The problem
Word for word, write out the entries that follow, omitting all pictures.

Dataset records
**********

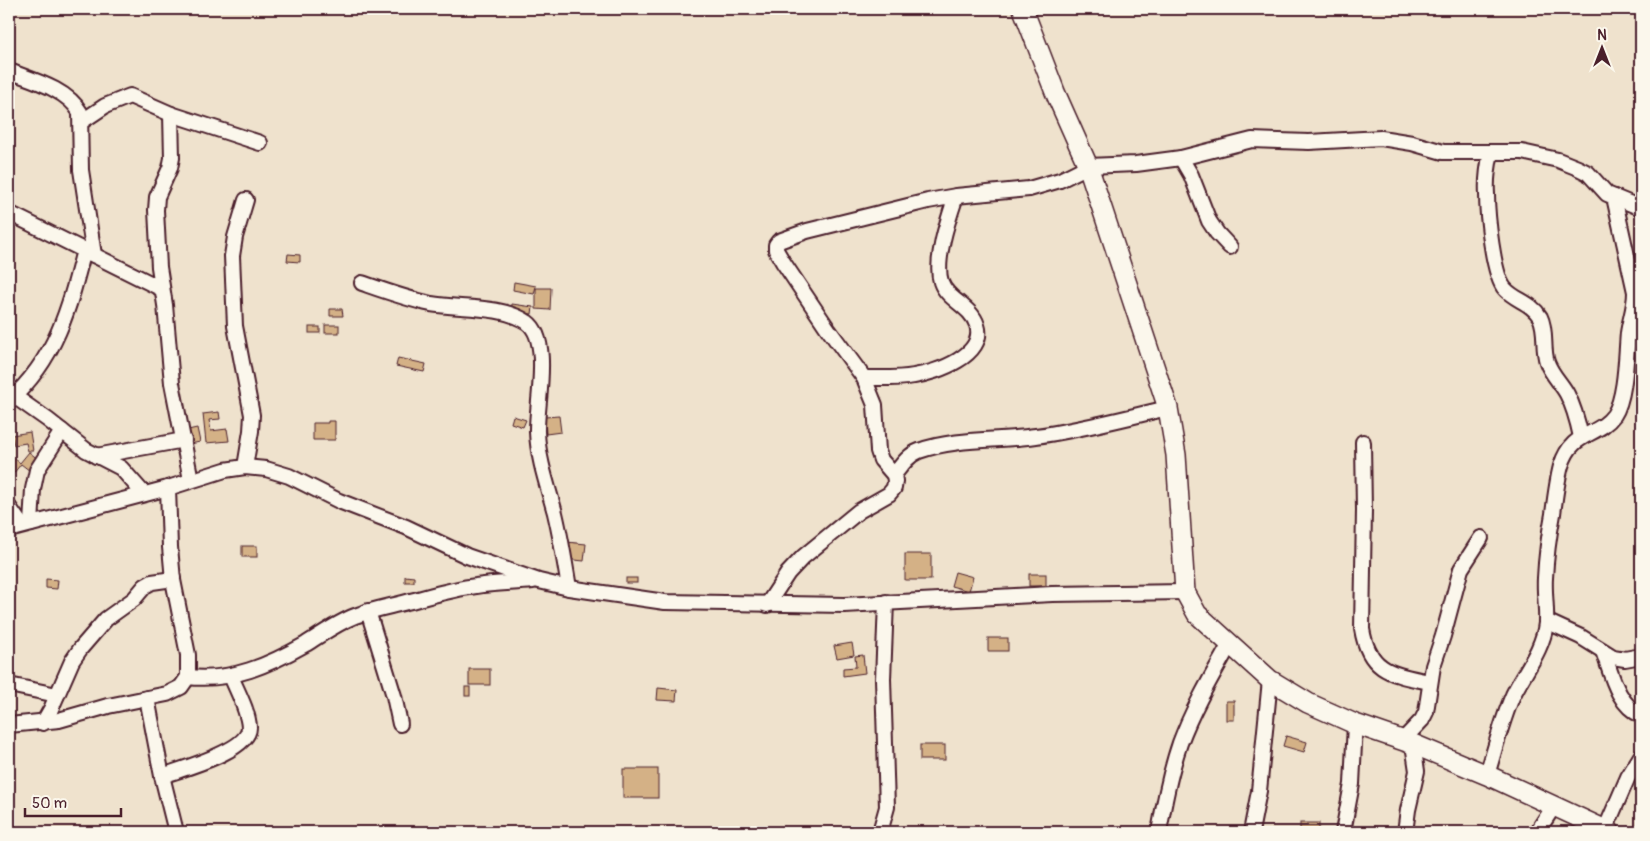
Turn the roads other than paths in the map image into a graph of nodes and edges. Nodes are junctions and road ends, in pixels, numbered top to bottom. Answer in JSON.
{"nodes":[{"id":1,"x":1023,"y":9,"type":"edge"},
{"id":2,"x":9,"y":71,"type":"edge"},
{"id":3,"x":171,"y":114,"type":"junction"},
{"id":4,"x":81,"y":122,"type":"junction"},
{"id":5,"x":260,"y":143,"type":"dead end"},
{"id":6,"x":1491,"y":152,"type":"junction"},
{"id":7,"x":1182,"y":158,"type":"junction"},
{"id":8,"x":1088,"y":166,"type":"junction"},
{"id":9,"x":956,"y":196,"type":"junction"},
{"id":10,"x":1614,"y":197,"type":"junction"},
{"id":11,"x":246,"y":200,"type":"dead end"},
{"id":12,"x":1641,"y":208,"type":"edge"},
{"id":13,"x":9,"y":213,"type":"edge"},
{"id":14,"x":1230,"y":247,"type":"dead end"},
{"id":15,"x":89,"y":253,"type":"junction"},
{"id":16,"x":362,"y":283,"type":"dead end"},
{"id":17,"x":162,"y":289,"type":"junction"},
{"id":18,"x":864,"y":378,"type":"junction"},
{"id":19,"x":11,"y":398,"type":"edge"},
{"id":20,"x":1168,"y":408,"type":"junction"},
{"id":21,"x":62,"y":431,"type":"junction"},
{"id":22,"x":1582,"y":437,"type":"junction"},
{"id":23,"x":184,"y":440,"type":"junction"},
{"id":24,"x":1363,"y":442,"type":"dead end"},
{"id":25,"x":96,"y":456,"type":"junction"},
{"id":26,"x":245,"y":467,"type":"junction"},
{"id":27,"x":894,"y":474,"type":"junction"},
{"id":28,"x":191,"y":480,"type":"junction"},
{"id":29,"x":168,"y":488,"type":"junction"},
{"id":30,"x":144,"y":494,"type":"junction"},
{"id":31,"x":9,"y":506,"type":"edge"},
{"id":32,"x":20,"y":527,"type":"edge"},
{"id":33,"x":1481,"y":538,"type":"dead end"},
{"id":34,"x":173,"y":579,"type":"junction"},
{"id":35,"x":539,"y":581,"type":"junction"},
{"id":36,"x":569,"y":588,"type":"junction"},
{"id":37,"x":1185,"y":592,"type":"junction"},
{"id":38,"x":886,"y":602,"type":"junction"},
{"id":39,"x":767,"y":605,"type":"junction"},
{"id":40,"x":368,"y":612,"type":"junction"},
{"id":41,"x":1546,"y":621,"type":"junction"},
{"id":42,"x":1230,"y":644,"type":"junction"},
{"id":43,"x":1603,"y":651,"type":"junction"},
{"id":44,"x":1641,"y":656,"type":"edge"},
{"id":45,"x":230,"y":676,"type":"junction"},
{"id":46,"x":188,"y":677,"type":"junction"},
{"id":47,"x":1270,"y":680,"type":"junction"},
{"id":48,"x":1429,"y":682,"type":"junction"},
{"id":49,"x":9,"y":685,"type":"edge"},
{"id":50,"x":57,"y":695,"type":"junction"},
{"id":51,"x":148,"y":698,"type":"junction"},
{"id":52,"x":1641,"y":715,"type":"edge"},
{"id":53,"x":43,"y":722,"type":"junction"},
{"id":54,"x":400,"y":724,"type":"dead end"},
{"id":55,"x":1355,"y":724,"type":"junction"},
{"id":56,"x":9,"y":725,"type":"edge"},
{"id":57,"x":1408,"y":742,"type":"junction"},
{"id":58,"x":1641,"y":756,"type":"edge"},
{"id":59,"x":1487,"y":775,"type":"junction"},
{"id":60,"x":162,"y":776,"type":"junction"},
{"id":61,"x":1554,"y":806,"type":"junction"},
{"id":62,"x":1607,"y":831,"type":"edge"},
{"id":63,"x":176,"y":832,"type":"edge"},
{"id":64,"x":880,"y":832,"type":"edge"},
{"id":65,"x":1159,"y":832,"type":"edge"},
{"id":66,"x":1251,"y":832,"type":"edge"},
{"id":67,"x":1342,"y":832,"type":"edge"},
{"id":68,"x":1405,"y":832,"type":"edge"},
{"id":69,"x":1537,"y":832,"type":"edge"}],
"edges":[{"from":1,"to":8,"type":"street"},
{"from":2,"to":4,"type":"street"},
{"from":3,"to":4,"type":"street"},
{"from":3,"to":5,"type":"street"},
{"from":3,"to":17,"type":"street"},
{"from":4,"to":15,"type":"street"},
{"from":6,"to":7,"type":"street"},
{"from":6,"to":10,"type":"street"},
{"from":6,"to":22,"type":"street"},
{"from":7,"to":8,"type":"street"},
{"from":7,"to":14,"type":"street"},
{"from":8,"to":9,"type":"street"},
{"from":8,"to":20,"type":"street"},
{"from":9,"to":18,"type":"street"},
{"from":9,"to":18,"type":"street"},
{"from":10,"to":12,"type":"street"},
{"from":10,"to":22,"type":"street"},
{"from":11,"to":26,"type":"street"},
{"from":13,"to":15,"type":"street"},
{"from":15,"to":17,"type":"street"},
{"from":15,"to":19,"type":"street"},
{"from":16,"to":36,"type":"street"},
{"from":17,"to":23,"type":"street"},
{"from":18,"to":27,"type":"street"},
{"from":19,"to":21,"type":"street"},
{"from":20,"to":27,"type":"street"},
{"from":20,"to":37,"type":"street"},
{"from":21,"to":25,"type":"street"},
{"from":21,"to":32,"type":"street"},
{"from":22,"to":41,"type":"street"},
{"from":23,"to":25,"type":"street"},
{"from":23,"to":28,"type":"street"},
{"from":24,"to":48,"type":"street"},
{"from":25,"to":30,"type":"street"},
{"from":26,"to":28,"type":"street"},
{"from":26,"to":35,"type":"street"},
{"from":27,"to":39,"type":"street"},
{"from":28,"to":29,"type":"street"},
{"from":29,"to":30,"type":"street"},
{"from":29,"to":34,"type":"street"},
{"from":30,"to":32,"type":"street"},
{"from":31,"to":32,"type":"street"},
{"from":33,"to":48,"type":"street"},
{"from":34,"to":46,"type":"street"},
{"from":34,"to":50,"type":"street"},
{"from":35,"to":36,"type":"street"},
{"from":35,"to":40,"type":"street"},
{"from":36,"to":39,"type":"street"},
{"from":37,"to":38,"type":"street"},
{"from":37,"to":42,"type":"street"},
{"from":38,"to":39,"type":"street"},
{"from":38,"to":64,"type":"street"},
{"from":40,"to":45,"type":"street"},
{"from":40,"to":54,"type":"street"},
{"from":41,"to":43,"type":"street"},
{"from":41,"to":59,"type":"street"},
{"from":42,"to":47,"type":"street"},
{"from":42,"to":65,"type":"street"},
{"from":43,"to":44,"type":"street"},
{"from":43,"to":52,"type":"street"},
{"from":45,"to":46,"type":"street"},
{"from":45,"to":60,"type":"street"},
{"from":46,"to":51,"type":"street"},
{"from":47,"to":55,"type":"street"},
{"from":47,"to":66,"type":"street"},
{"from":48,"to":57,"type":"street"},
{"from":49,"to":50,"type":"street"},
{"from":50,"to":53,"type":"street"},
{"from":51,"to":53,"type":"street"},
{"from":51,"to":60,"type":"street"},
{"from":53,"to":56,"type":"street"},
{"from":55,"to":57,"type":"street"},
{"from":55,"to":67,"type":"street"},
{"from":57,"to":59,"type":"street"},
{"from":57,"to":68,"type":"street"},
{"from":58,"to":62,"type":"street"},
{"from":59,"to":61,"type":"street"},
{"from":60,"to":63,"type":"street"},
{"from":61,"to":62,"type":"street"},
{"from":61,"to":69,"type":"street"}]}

**********

Written answer
Turn the roads other than paths in the map image into a graph of nodes and edges. Nodes are junctions and road ends, in pixels, numbered top to bottom. Answer in JSON.
{"nodes":[{"id":1,"x":1023,"y":9,"type":"edge"},
{"id":2,"x":9,"y":71,"type":"edge"},
{"id":3,"x":171,"y":114,"type":"junction"},
{"id":4,"x":81,"y":122,"type":"junction"},
{"id":5,"x":260,"y":143,"type":"dead end"},
{"id":6,"x":1491,"y":152,"type":"junction"},
{"id":7,"x":1182,"y":158,"type":"junction"},
{"id":8,"x":1088,"y":166,"type":"junction"},
{"id":9,"x":956,"y":196,"type":"junction"},
{"id":10,"x":1614,"y":197,"type":"junction"},
{"id":11,"x":246,"y":200,"type":"dead end"},
{"id":12,"x":1641,"y":208,"type":"edge"},
{"id":13,"x":9,"y":213,"type":"edge"},
{"id":14,"x":1230,"y":247,"type":"dead end"},
{"id":15,"x":89,"y":253,"type":"junction"},
{"id":16,"x":362,"y":283,"type":"dead end"},
{"id":17,"x":162,"y":289,"type":"junction"},
{"id":18,"x":864,"y":378,"type":"junction"},
{"id":19,"x":11,"y":398,"type":"edge"},
{"id":20,"x":1168,"y":408,"type":"junction"},
{"id":21,"x":62,"y":431,"type":"junction"},
{"id":22,"x":1582,"y":437,"type":"junction"},
{"id":23,"x":184,"y":440,"type":"junction"},
{"id":24,"x":1363,"y":442,"type":"dead end"},
{"id":25,"x":96,"y":456,"type":"junction"},
{"id":26,"x":245,"y":467,"type":"junction"},
{"id":27,"x":894,"y":474,"type":"junction"},
{"id":28,"x":191,"y":480,"type":"junction"},
{"id":29,"x":168,"y":488,"type":"junction"},
{"id":30,"x":144,"y":494,"type":"junction"},
{"id":31,"x":9,"y":506,"type":"edge"},
{"id":32,"x":20,"y":527,"type":"edge"},
{"id":33,"x":1481,"y":538,"type":"dead end"},
{"id":34,"x":173,"y":579,"type":"junction"},
{"id":35,"x":539,"y":581,"type":"junction"},
{"id":36,"x":569,"y":588,"type":"junction"},
{"id":37,"x":1185,"y":592,"type":"junction"},
{"id":38,"x":886,"y":602,"type":"junction"},
{"id":39,"x":767,"y":605,"type":"junction"},
{"id":40,"x":368,"y":612,"type":"junction"},
{"id":41,"x":1546,"y":621,"type":"junction"},
{"id":42,"x":1230,"y":644,"type":"junction"},
{"id":43,"x":1603,"y":651,"type":"junction"},
{"id":44,"x":1641,"y":656,"type":"edge"},
{"id":45,"x":230,"y":676,"type":"junction"},
{"id":46,"x":188,"y":677,"type":"junction"},
{"id":47,"x":1270,"y":680,"type":"junction"},
{"id":48,"x":1429,"y":682,"type":"junction"},
{"id":49,"x":9,"y":685,"type":"edge"},
{"id":50,"x":57,"y":695,"type":"junction"},
{"id":51,"x":148,"y":698,"type":"junction"},
{"id":52,"x":1641,"y":715,"type":"edge"},
{"id":53,"x":43,"y":722,"type":"junction"},
{"id":54,"x":400,"y":724,"type":"dead end"},
{"id":55,"x":1355,"y":724,"type":"junction"},
{"id":56,"x":9,"y":725,"type":"edge"},
{"id":57,"x":1408,"y":742,"type":"junction"},
{"id":58,"x":1641,"y":756,"type":"edge"},
{"id":59,"x":1487,"y":775,"type":"junction"},
{"id":60,"x":162,"y":776,"type":"junction"},
{"id":61,"x":1554,"y":806,"type":"junction"},
{"id":62,"x":1607,"y":831,"type":"edge"},
{"id":63,"x":176,"y":832,"type":"edge"},
{"id":64,"x":880,"y":832,"type":"edge"},
{"id":65,"x":1159,"y":832,"type":"edge"},
{"id":66,"x":1251,"y":832,"type":"edge"},
{"id":67,"x":1342,"y":832,"type":"edge"},
{"id":68,"x":1405,"y":832,"type":"edge"},
{"id":69,"x":1537,"y":832,"type":"edge"}],
"edges":[{"from":1,"to":8,"type":"street"},
{"from":2,"to":4,"type":"street"},
{"from":3,"to":4,"type":"street"},
{"from":3,"to":5,"type":"street"},
{"from":3,"to":17,"type":"street"},
{"from":4,"to":15,"type":"street"},
{"from":6,"to":7,"type":"street"},
{"from":6,"to":10,"type":"street"},
{"from":6,"to":22,"type":"street"},
{"from":7,"to":8,"type":"street"},
{"from":7,"to":14,"type":"street"},
{"from":8,"to":9,"type":"street"},
{"from":8,"to":20,"type":"street"},
{"from":9,"to":18,"type":"street"},
{"from":9,"to":18,"type":"street"},
{"from":10,"to":12,"type":"street"},
{"from":10,"to":22,"type":"street"},
{"from":11,"to":26,"type":"street"},
{"from":13,"to":15,"type":"street"},
{"from":15,"to":17,"type":"street"},
{"from":15,"to":19,"type":"street"},
{"from":16,"to":36,"type":"street"},
{"from":17,"to":23,"type":"street"},
{"from":18,"to":27,"type":"street"},
{"from":19,"to":21,"type":"street"},
{"from":20,"to":27,"type":"street"},
{"from":20,"to":37,"type":"street"},
{"from":21,"to":25,"type":"street"},
{"from":21,"to":32,"type":"street"},
{"from":22,"to":41,"type":"street"},
{"from":23,"to":25,"type":"street"},
{"from":23,"to":28,"type":"street"},
{"from":24,"to":48,"type":"street"},
{"from":25,"to":30,"type":"street"},
{"from":26,"to":28,"type":"street"},
{"from":26,"to":35,"type":"street"},
{"from":27,"to":39,"type":"street"},
{"from":28,"to":29,"type":"street"},
{"from":29,"to":30,"type":"street"},
{"from":29,"to":34,"type":"street"},
{"from":30,"to":32,"type":"street"},
{"from":31,"to":32,"type":"street"},
{"from":33,"to":48,"type":"street"},
{"from":34,"to":46,"type":"street"},
{"from":34,"to":50,"type":"street"},
{"from":35,"to":36,"type":"street"},
{"from":35,"to":40,"type":"street"},
{"from":36,"to":39,"type":"street"},
{"from":37,"to":38,"type":"street"},
{"from":37,"to":42,"type":"street"},
{"from":38,"to":39,"type":"street"},
{"from":38,"to":64,"type":"street"},
{"from":40,"to":45,"type":"street"},
{"from":40,"to":54,"type":"street"},
{"from":41,"to":43,"type":"street"},
{"from":41,"to":59,"type":"street"},
{"from":42,"to":47,"type":"street"},
{"from":42,"to":65,"type":"street"},
{"from":43,"to":44,"type":"street"},
{"from":43,"to":52,"type":"street"},
{"from":45,"to":46,"type":"street"},
{"from":45,"to":60,"type":"street"},
{"from":46,"to":51,"type":"street"},
{"from":47,"to":55,"type":"street"},
{"from":47,"to":66,"type":"street"},
{"from":48,"to":57,"type":"street"},
{"from":49,"to":50,"type":"street"},
{"from":50,"to":53,"type":"street"},
{"from":51,"to":53,"type":"street"},
{"from":51,"to":60,"type":"street"},
{"from":53,"to":56,"type":"street"},
{"from":55,"to":57,"type":"street"},
{"from":55,"to":67,"type":"street"},
{"from":57,"to":59,"type":"street"},
{"from":57,"to":68,"type":"street"},
{"from":58,"to":62,"type":"street"},
{"from":59,"to":61,"type":"street"},
{"from":60,"to":63,"type":"street"},
{"from":61,"to":62,"type":"street"},
{"from":61,"to":69,"type":"street"}]}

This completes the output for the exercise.